身近な例で考えてみましょう。友達に「明日 3 時に駅前集合」とメッセージを送るとき、電波が悪くて一部が欠けるかもしれません。そこで「明日 3 時に駅前集合。繰り返します、明日 15 時に駅の前で待ち合わせ」と送れば、前半が欠けても後半から内容を復元できます。これが誤り訂正の最も単純な形です。実際の技術はもっと数学的に洗練されていますが、「予備を持っておく」という発想は同じです。

4 段階のレベル - どれくらい壊れても大丈夫?

白黒の模様には、誤り訂正の強さを 4 段階から選べます。レベル L は 7% の破損まで復元可能。レベル M は 15%。レベル Q は 25%。レベル H は 30%。数字が大きいほど多くの破損に耐えられますが、その分だけ予備のデータが増えるため、模様全体が大きくなります。

たとえば、同じ URL を格納する場合、レベル L なら 25×25 マスで済むところが、レベル H では 33×33 マスが必要になることがあります。つまり「壊れにくさ」と「模様の大きさ」はトレードオフの関係にあります。名刺のように小さく印刷したい場合はレベル L か M、屋外の看板のように汚れやすい場所ではレベル Q か H を選ぶのが一般的です。

ロゴを埋め込めるのも誤り訂正のおかげ

企業のロゴが中央に入ったおしゃれな模様を見たことがあるでしょう。ロゴの部分は模様のデータが完全に潰れていますが、それでも読み取れるのは誤り訂正のおかげです。ロゴが覆う面積を誤り訂正の許容範囲内に収めれば、残りの部分から元のデータを復元できます。

ロゴを埋め込む場合は、誤り訂正レベル H (30%) を選ぶのが鉄則です。ロゴが模様の面積の 10-15% を覆うとすると、残りの 15-20% が汚れや傷に対する余裕になります。レベル M (15%) でロゴを入れると、ロゴだけで許容範囲を使い切ってしまい、少しの汚れでも読み取れなくなるリスクがあります。

誤り訂正は宇宙でも活躍している

誤り訂正技術が最も過酷な環境で活躍しているのは、宇宙通信の分野です。NASA の探査機ボイジャー 1 号は、地球から 240 億 km 以上離れた場所からデータを送信しています。この距離では信号が極めて弱くなり、宇宙線によるノイズでデータが頻繁に壊れます。

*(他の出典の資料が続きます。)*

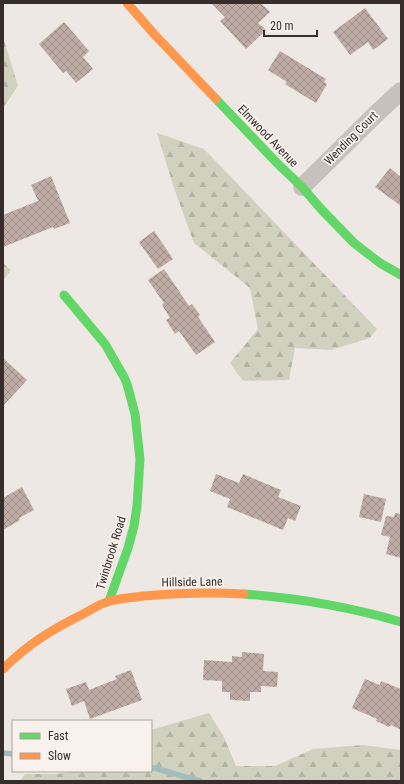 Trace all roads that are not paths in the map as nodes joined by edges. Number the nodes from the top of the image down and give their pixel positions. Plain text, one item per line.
1 (127, 3) edge
2 (401, 91) edge
3 (302, 187) junction
4 (401, 275) edge
5 (64, 294) dead end
6 (109, 602) junction
7 (401, 622) edge
8 (3, 669) edge

1 - 3 street, Elmwood Avenue
2 - 3 street, Wending Court
3 - 4 street, Elmwood Avenue
5 - 6 street, Twinbrook Road
6 - 7 street, Hillside Lane
6 - 8 street, Hillside Lane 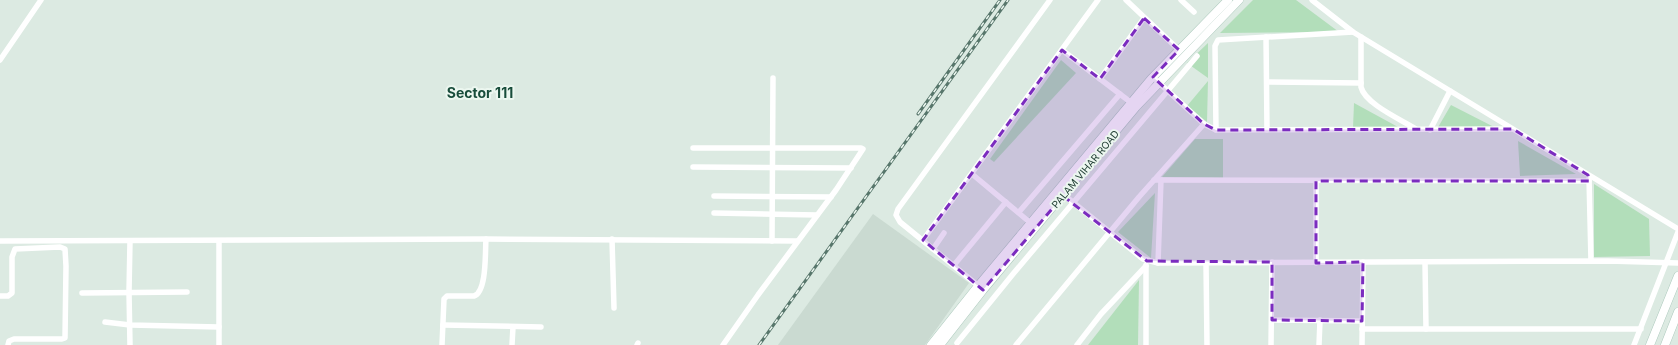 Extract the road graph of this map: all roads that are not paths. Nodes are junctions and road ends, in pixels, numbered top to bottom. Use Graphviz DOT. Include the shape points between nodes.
graph roads {
  1 [pos="41,0"];
  2 [pos="1050,0"];
  3 [pos="1098,0"];
  4 [pos="1126,0"];
  5 [pos="1181,0"];
  6 [pos="1228,0"];
  7 [pos="1239,0"];
  8 [pos="1312,0"];
  9 [pos="1194,12"];
  10 [pos="1144,18"];
  11 [pos="1352,32"];
  12 [pos="1266,37"];
  13 [pos="1361,37"];
  14 [pos="1062,50"];
  15 [pos="1179,50"];
  16 [pos="1197,56"];
  17 [pos="0,60"];
  18 [pos="773,78"];
  19 [pos="1100,79"];
  20 [pos="1156,80"];
  21 [pos="1267,82"];
  22 [pos="1361,83"];
  23 [pos="1166,90"];
  24 [pos="1450,92"];
  25 [pos="1120,94"];
  26 [pos="1134,105"];
  27 [pos="1204,124"];
  28 [pos="1513,129"];
  29 [pos="1216,130"];
  30 [pos="1266,130"];
  31 [pos="1417,130"];
  32 [pos="1430,130"];
  33 [pos="773,147"];
  34 [pos="693,148"];
  35 [pos="693,168"];
  36 [pos="773,168"];
  37 [pos="851,168"];
  38 [pos="972,174"];
  39 [pos="1589,178"];
  40 [pos="1154,180"];
  41 [pos="1161,180"];
  42 [pos="1316,180"];
  43 [pos="1064,195"];
  44 [pos="714,196"];
  45 [pos="772,196"];
  46 [pos="831,197"];
  47 [pos="1006,202"];
  48 [pos="1073,203"];
  49 [pos="714,212"];
  50 [pos="1019,212"];
  51 [pos="772,213"];
  52 [pos="817,215"];
  53 [pos="1034,225"];
  54 [pos="1678,231"];
  55 [pos="944,233"];
  56 [pos="1109,233"];
  57 [pos="486,239"];
  58 [pos="612,239"];
  59 [pos="923,240"];
  60 [pos="0,241"];
  61 [pos="130,241"];
  62 [pos="219,241"];
  63 [pos="772,241"];
  64 [pos="797,241"];
  65 [pos="933,248"];
  66 [pos="1591,261"];
  67 [pos="1272,262"];
  68 [pos="1363,262"];
  69 [pos="1425,262"];
  70 [pos="1667,262"];
  71 [pos="1158,263"];
  72 [pos="1206,263"];
  73 [pos="1316,263"];
  74 [pos="1678,263"];
  75 [pos="1146,264"];
  76 [pos="954,265"];
  77 [pos="1678,276"];
  78 [pos="981,288"];
  79 [pos="129,292"];
  80 [pos="186,292"];
  81 [pos="82,293"];
  82 [pos="0,296"];
  83 [pos="614,308"];
  84 [pos="1678,312"];
  85 [pos="1272,320"];
  86 [pos="1320,320"];
  87 [pos="1362,321"];
  88 [pos="105,322"];
  89 [pos="130,325"];
  90 [pos="443,325"];
  91 [pos="219,327"];
  92 [pos="512,327"];
  93 [pos="541,327"];
  94 [pos="1426,329"];
  95 [pos="1641,329"];
  96 [pos="1362,330"];
  97 [pos="947,335"];
  98 [pos="958,344"];
  99 [pos="8,345"];
  100 [pos="130,345"];
  101 [pos="219,345"];
  102 [pos="442,345"];
  103 [pos="512,345"];
  104 [pos="723,345"];
  105 [pos="931,345"];
  106 [pos="940,345"];
  107 [pos="1016,345"];
  108 [pos="1076,345"];
  109 [pos="1146,345"];
  110 [pos="1206,345"];
  111 [pos="1271,345"];
  112 [pos="1319,345"];
  113 [pos="1362,345"];
  114 [pos="1634,345"];
  115 [pos="1650,345"];
  116 [pos="1665,345"];
  1 -- 17 [label="street"];
  2 -- 59 [label="street" via="897,212 898,220"];
  3 -- 14 [label="street"];
  4 -- 10 [label="street"];
  5 -- 9 [label="street"];
  6 -- 15 [label="street, PALAM VIHAR ROAD"];
  7 -- 20 [label="street, PALAM VIHAR ROAD"];
  8 -- 11 [label="street"];
  10 -- 15 [label="street"];
  10 -- 19 [label="street"];
  11 -- 12 [label="street"];
  11 -- 13 [label="street"];
  12 -- 21 [label="street"];
  12 -- 29 [label="street" via="1220,39 1216,43"];
  13 -- 22 [label="street"];
  13 -- 24 [label="street"];
  14 -- 19 [label="street"];
  14 -- 38 [label="street"];
  15 -- 20 [label="street, PALAM VIHAR ROAD"];
  16 -- 23 [label="street"];
  18 -- 33 [label="street"];
  19 -- 25 [label="street"];
  20 -- 23 [label="street"];
  20 -- 26 [label="street, PALAM VIHAR ROAD"];
  21 -- 22 [label="street"];
  21 -- 30 [label="street"];
  22 -- 31 [label="street" via="1366,98"];
  23 -- 27 [label="street"];
  23 -- 48 [label="street"];
  24 -- 28 [label="street"];
  24 -- 32 [label="street"];
  25 -- 26 [label="street"];
  25 -- 50 [label="street"];
  26 -- 43 [label="street, PALAM VIHAR ROAD"];
  26 -- 53 [label="street, PALAM VIHAR ROAD"];
  27 -- 29 [label="street"];
  27 -- 40 [label="street"];
  28 -- 32 [label="street"];
  28 -- 39 [label="street"];
  29 -- 30 [label="street"];
  30 -- 31 [label="street"];
  31 -- 32 [label="street"];
  33 -- 34 [label="street"];
  33 -- 36 [label="street"];
  33 -- 37 [label="street" via="862,148 863,151"];
  35 -- 36 [label="street"];
  36 -- 37 [label="street"];
  36 -- 45 [label="street"];
  37 -- 46 [label="street"];
  38 -- 47 [label="street"];
  38 -- 59 [label="street"];
  39 -- 42 [label="street"];
  39 -- 54 [label="street"];
  39 -- 66 [label="street"];
  40 -- 41 [label="street"];
  40 -- 56 [label="street"];
  41 -- 42 [label="street"];
  41 -- 71 [label="street"];
  42 -- 73 [label="street"];
  43 -- 48 [label="street"];
  43 -- 53 [label="street, PALAM VIHAR ROAD"];
  44 -- 45 [label="street"];
  45 -- 46 [label="street"];
  45 -- 51 [label="street"];
  46 -- 52 [label="street"];
  47 -- 50 [label="street"];
  47 -- 76 [label="street"];
  48 -- 56 [label="street"];
  48 -- 98 [label="street"];
  49 -- 51 [label="street"];
  50 -- 53 [label="street"];
  51 -- 52 [label="street"];
  51 -- 63 [label="street"];
  52 -- 64 [label="street"];
  53 -- 78 [label="street, PALAM VIHAR ROAD"];
  54 -- 70 [label="street"];
  55 -- 65 [label="street"];
  56 -- 75 [label="street"];
  56 -- 107 [label="street"];
  57 -- 58 [label="street"];
  57 -- 62 [label="street"];
  57 -- 90 [label="street" via="480,292 474,296 445,297"];
  58 -- 63 [label="street"];
  58 -- 83 [label="street"];
  59 -- 65 [label="street"];
  60 -- 61 [label="street"];
  61 -- 62 [label="street"];
  61 -- 79 [label="street"];
  62 -- 91 [label="street"];
  63 -- 64 [label="street"];
  64 -- 104 [label="street"];
  65 -- 76 [label="street"];
  66 -- 69 [label="street"];
  66 -- 70 [label="street"];
  67 -- 72 [label="street"];
  67 -- 73 [label="street"];
  67 -- 85 [label="street"];
  68 -- 69 [label="street"];
  68 -- 73 [label="street"];
  68 -- 87 [label="street"];
  69 -- 94 [label="street"];
  70 -- 74 [label="street"];
  70 -- 95 [label="street"];
  71 -- 72 [label="street"];
  71 -- 75 [label="street"];
  72 -- 110 [label="street"];
  75 -- 108 [label="street"];
  75 -- 109 [label="street"];
  76 -- 78 [label="street"];
  77 -- 115 [label="street"];
  78 -- 97 [label="street, PALAM VIHAR ROAD"];
  78 -- 105 [label="street, PALAM VIHAR ROAD"];
  79 -- 80 [label="street"];
  79 -- 81 [label="street"];
  79 -- 89 [label="street"];
  82 -- 99 [label="street" via="12,294 12,257 15,249 60,247 65,250 65,338 14,339"];
  84 -- 116 [label="street"];
  85 -- 86 [label="street"];
  85 -- 111 [label="street"];
  86 -- 87 [label="street"];
  86 -- 112 [label="street"];
  87 -- 96 [label="street"];
  88 -- 89 [label="street"];
  89 -- 91 [label="street"];
  89 -- 100 [label="street"];
  90 -- 92 [label="street"];
  90 -- 102 [label="street"];
  91 -- 101 [label="street"];
  92 -- 93 [label="street"];
  92 -- 103 [label="street"];
  94 -- 95 [label="street"];
  94 -- 96 [label="street"];
  95 -- 114 [label="street"];
  96 -- 113 [label="street"];
  97 -- 98 [label="street"];
  97 -- 106 [label="street, PALAM VIHAR ROAD"];
}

ボイジャーが使っている誤り訂正技術は「リード・ソロモン符号」と呼ばれ、白黒の模様にも同じ技術が使われています。1960 年代に開発されたこの技術が、60 年後の今も宇宙探査とスマホの両方で現役で使われているのは、数学の普遍性を示す好例です。身近な模様の中に、宇宙技術と同じ数学が隠れている。そう考えると、少し見る目が変わりませんか。